> WORK TO COMPLETE: Give back all the data exactly as it was written.

> DATA SHOWN:

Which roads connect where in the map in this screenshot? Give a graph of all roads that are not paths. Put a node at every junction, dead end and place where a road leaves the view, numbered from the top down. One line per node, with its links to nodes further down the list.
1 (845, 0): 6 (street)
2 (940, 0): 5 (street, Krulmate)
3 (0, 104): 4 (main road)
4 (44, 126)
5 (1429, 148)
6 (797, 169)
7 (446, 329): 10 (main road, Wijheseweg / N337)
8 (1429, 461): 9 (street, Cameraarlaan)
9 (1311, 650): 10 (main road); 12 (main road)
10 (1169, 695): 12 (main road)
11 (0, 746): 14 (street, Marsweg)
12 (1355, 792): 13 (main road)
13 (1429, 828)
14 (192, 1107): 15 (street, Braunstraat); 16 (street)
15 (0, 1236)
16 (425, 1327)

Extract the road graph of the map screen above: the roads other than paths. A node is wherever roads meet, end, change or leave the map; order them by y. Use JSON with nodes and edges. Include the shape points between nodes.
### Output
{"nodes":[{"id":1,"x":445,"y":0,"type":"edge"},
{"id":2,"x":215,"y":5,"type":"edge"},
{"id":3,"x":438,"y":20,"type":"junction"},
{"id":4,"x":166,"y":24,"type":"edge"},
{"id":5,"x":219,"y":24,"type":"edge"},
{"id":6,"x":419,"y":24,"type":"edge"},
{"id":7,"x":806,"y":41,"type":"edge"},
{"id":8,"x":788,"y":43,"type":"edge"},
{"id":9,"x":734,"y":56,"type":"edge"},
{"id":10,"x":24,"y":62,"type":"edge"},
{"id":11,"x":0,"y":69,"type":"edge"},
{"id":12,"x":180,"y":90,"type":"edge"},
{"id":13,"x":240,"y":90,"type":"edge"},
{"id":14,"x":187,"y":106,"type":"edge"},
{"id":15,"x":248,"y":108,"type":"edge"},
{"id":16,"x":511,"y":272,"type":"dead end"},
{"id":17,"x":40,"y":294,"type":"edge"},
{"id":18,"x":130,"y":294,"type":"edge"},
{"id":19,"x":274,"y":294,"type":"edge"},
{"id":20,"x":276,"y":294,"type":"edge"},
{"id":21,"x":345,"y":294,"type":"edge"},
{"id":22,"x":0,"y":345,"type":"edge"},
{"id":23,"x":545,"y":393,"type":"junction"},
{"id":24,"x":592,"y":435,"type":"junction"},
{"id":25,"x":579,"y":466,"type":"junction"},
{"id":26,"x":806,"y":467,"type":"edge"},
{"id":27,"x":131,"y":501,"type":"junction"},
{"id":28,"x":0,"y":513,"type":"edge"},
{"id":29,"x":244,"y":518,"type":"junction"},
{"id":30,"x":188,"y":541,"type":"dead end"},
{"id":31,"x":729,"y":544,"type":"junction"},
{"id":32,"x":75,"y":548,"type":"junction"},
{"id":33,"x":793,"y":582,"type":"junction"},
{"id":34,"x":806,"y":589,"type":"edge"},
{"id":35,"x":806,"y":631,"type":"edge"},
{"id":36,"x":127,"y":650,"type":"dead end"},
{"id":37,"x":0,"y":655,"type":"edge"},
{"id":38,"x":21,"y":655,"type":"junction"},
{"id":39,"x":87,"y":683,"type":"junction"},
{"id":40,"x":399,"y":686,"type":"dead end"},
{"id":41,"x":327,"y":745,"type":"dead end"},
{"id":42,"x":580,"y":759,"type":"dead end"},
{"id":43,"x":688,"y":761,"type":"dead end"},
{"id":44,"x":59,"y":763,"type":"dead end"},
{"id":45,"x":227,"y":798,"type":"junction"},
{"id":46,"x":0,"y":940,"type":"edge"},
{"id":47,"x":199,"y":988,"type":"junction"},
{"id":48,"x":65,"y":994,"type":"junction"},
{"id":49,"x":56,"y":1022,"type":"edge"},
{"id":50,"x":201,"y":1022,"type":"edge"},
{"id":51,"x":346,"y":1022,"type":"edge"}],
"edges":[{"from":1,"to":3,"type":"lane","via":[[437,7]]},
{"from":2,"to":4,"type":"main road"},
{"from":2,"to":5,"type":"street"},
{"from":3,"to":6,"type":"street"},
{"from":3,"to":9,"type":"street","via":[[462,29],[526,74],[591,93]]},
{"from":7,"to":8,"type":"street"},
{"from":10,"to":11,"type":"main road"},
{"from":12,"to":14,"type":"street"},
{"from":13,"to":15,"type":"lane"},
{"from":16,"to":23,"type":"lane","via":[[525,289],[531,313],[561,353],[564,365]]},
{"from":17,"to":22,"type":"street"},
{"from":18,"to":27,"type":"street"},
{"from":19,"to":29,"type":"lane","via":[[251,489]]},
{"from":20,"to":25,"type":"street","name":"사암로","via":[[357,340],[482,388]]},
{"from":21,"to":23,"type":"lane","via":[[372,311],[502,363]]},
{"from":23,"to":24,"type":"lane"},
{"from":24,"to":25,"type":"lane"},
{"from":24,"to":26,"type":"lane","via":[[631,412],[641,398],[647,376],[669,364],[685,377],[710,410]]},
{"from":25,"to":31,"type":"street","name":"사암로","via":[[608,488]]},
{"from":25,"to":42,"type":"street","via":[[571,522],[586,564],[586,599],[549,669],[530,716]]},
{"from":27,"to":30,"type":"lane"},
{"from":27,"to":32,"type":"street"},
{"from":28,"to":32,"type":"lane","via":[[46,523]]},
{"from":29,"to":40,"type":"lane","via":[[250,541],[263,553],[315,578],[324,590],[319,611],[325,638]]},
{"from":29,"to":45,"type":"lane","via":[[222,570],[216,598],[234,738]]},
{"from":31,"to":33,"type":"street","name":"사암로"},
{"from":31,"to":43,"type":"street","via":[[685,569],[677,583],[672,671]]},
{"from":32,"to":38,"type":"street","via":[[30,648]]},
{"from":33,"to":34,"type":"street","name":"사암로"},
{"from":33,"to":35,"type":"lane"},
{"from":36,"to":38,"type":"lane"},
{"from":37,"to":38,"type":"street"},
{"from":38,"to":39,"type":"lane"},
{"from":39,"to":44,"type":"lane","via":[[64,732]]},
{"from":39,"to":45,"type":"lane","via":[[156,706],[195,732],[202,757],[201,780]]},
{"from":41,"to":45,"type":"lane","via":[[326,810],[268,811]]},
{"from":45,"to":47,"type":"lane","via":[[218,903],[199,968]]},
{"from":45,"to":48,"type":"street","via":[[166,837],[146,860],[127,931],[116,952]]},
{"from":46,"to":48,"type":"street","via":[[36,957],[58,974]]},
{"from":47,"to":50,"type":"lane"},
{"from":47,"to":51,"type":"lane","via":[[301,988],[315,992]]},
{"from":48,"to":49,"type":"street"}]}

> SOLVED EXERCISE:
Which roads connect where in the map in this screenshot? Give a graph of all roads that are not paths. Put a node at every junction, dead end and place where a road leaves the view, numbered from the top down. One line per node, with its links to nodes further down the list.
1 (845, 0): 6 (street)
2 (940, 0): 5 (street, Krulmate)
3 (0, 104): 4 (main road)
4 (44, 126)
5 (1429, 148)
6 (797, 169)
7 (446, 329): 10 (main road, Wijheseweg / N337)
8 (1429, 461): 9 (street, Cameraarlaan)
9 (1311, 650): 10 (main road); 12 (main road)
10 (1169, 695): 12 (main road)
11 (0, 746): 14 (street, Marsweg)
12 (1355, 792): 13 (main road)
13 (1429, 828)
14 (192, 1107): 15 (street, Braunstraat); 16 (street)
15 (0, 1236)
16 (425, 1327)

Extract the road graph of the map screen above: the roads other than paths. A node is wherever roads meet, end, change or leave the map; order them by y. Use JSON with nodes and edges. Include the shape points between nodes.
### Output
{"nodes":[{"id":1,"x":445,"y":0,"type":"edge"},
{"id":2,"x":215,"y":5,"type":"edge"},
{"id":3,"x":438,"y":20,"type":"junction"},
{"id":4,"x":166,"y":24,"type":"edge"},
{"id":5,"x":219,"y":24,"type":"edge"},
{"id":6,"x":419,"y":24,"type":"edge"},
{"id":7,"x":806,"y":41,"type":"edge"},
{"id":8,"x":788,"y":43,"type":"edge"},
{"id":9,"x":734,"y":56,"type":"edge"},
{"id":10,"x":24,"y":62,"type":"edge"},
{"id":11,"x":0,"y":69,"type":"edge"},
{"id":12,"x":180,"y":90,"type":"edge"},
{"id":13,"x":240,"y":90,"type":"edge"},
{"id":14,"x":187,"y":106,"type":"edge"},
{"id":15,"x":248,"y":108,"type":"edge"},
{"id":16,"x":511,"y":272,"type":"dead end"},
{"id":17,"x":40,"y":294,"type":"edge"},
{"id":18,"x":130,"y":294,"type":"edge"},
{"id":19,"x":274,"y":294,"type":"edge"},
{"id":20,"x":276,"y":294,"type":"edge"},
{"id":21,"x":345,"y":294,"type":"edge"},
{"id":22,"x":0,"y":345,"type":"edge"},
{"id":23,"x":545,"y":393,"type":"junction"},
{"id":24,"x":592,"y":435,"type":"junction"},
{"id":25,"x":579,"y":466,"type":"junction"},
{"id":26,"x":806,"y":467,"type":"edge"},
{"id":27,"x":131,"y":501,"type":"junction"},
{"id":28,"x":0,"y":513,"type":"edge"},
{"id":29,"x":244,"y":518,"type":"junction"},
{"id":30,"x":188,"y":541,"type":"dead end"},
{"id":31,"x":729,"y":544,"type":"junction"},
{"id":32,"x":75,"y":548,"type":"junction"},
{"id":33,"x":793,"y":582,"type":"junction"},
{"id":34,"x":806,"y":589,"type":"edge"},
{"id":35,"x":806,"y":631,"type":"edge"},
{"id":36,"x":127,"y":650,"type":"dead end"},
{"id":37,"x":0,"y":655,"type":"edge"},
{"id":38,"x":21,"y":655,"type":"junction"},
{"id":39,"x":87,"y":683,"type":"junction"},
{"id":40,"x":399,"y":686,"type":"dead end"},
{"id":41,"x":327,"y":745,"type":"dead end"},
{"id":42,"x":580,"y":759,"type":"dead end"},
{"id":43,"x":688,"y":761,"type":"dead end"},
{"id":44,"x":59,"y":763,"type":"dead end"},
{"id":45,"x":227,"y":798,"type":"junction"},
{"id":46,"x":0,"y":940,"type":"edge"},
{"id":47,"x":199,"y":988,"type":"junction"},
{"id":48,"x":65,"y":994,"type":"junction"},
{"id":49,"x":56,"y":1022,"type":"edge"},
{"id":50,"x":201,"y":1022,"type":"edge"},
{"id":51,"x":346,"y":1022,"type":"edge"}],
"edges":[{"from":1,"to":3,"type":"lane","via":[[437,7]]},
{"from":2,"to":4,"type":"main road"},
{"from":2,"to":5,"type":"street"},
{"from":3,"to":6,"type":"street"},
{"from":3,"to":9,"type":"street","via":[[462,29],[526,74],[591,93]]},
{"from":7,"to":8,"type":"street"},
{"from":10,"to":11,"type":"main road"},
{"from":12,"to":14,"type":"street"},
{"from":13,"to":15,"type":"lane"},
{"from":16,"to":23,"type":"lane","via":[[525,289],[531,313],[561,353],[564,365]]},
{"from":17,"to":22,"type":"street"},
{"from":18,"to":27,"type":"street"},
{"from":19,"to":29,"type":"lane","via":[[251,489]]},
{"from":20,"to":25,"type":"street","name":"사암로","via":[[357,340],[482,388]]},
{"from":21,"to":23,"type":"lane","via":[[372,311],[502,363]]},
{"from":23,"to":24,"type":"lane"},
{"from":24,"to":25,"type":"lane"},
{"from":24,"to":26,"type":"lane","via":[[631,412],[641,398],[647,376],[669,364],[685,377],[710,410]]},
{"from":25,"to":31,"type":"street","name":"사암로","via":[[608,488]]},
{"from":25,"to":42,"type":"street","via":[[571,522],[586,564],[586,599],[549,669],[530,716]]},
{"from":27,"to":30,"type":"lane"},
{"from":27,"to":32,"type":"street"},
{"from":28,"to":32,"type":"lane","via":[[46,523]]},
{"from":29,"to":40,"type":"lane","via":[[250,541],[263,553],[315,578],[324,590],[319,611],[325,638]]},
{"from":29,"to":45,"type":"lane","via":[[222,570],[216,598],[234,738]]},
{"from":31,"to":33,"type":"street","name":"사암로"},
{"from":31,"to":43,"type":"street","via":[[685,569],[677,583],[672,671]]},
{"from":32,"to":38,"type":"street","via":[[30,648]]},
{"from":33,"to":34,"type":"street","name":"사암로"},
{"from":33,"to":35,"type":"lane"},
{"from":36,"to":38,"type":"lane"},
{"from":37,"to":38,"type":"street"},
{"from":38,"to":39,"type":"lane"},
{"from":39,"to":44,"type":"lane","via":[[64,732]]},
{"from":39,"to":45,"type":"lane","via":[[156,706],[195,732],[202,757],[201,780]]},
{"from":41,"to":45,"type":"lane","via":[[326,810],[268,811]]},
{"from":45,"to":47,"type":"lane","via":[[218,903],[199,968]]},
{"from":45,"to":48,"type":"street","via":[[166,837],[146,860],[127,931],[116,952]]},
{"from":46,"to":48,"type":"street","via":[[36,957],[58,974]]},
{"from":47,"to":50,"type":"lane"},
{"from":47,"to":51,"type":"lane","via":[[301,988],[315,992]]},
{"from":48,"to":49,"type":"street"}]}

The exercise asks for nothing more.